Dataset entries:
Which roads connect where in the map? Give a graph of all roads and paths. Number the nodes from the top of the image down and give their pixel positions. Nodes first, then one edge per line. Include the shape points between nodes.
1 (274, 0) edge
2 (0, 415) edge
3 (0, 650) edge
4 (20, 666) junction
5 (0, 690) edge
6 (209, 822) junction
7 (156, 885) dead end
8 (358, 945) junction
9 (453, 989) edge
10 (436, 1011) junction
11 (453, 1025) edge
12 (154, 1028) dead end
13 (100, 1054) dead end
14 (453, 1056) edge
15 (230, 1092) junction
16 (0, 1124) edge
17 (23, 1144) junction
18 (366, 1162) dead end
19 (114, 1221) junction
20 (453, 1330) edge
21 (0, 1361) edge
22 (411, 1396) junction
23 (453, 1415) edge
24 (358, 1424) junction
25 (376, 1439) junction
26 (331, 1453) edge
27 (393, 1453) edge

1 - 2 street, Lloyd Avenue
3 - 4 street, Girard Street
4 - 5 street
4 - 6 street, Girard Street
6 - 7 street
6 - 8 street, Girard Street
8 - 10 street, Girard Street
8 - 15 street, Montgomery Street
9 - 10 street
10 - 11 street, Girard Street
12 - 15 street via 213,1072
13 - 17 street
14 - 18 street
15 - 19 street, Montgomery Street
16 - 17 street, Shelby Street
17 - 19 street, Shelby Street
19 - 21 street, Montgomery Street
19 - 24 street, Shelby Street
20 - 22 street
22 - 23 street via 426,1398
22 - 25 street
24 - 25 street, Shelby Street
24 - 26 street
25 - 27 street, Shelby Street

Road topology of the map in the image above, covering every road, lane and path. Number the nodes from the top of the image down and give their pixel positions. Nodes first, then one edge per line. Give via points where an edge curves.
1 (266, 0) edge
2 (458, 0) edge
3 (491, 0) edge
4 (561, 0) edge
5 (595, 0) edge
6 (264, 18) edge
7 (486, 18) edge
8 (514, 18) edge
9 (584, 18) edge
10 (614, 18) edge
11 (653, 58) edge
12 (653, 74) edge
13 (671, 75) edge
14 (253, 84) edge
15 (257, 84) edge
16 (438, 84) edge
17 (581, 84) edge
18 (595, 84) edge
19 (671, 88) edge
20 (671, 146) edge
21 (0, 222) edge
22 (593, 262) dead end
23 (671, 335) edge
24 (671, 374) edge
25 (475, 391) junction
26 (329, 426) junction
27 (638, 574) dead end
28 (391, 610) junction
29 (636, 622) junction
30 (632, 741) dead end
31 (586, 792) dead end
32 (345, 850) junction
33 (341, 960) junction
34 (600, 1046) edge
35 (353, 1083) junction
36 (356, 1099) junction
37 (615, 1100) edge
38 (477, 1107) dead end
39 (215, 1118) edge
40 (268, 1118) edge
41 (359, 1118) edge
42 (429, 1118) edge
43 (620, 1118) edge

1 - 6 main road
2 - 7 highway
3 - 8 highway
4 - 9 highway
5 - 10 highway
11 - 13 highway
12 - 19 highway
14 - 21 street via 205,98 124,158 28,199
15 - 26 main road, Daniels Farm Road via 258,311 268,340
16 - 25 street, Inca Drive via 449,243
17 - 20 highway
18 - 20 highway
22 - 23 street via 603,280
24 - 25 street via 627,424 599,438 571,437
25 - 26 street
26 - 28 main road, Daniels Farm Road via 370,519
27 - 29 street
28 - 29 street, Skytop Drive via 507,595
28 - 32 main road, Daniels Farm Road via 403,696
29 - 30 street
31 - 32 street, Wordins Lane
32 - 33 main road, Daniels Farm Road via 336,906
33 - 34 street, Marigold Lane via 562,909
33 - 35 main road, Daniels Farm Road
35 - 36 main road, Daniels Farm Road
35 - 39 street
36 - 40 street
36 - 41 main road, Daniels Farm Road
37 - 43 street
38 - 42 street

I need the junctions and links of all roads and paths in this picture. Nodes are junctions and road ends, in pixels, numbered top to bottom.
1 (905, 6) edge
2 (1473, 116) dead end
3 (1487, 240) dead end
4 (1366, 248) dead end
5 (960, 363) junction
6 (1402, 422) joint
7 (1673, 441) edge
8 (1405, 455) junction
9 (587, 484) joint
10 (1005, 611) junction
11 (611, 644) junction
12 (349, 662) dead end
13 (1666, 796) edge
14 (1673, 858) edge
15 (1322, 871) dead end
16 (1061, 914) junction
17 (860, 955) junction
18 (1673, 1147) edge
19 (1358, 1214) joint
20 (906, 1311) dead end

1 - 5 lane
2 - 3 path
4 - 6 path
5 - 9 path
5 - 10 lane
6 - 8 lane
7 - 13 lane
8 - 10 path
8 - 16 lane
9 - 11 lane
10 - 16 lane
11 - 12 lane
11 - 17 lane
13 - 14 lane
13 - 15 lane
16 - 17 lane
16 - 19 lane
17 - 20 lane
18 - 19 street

**Requirement:**
What is the number of lines in these records that contain "main"? Reply with the number only.

**Your solution:**
8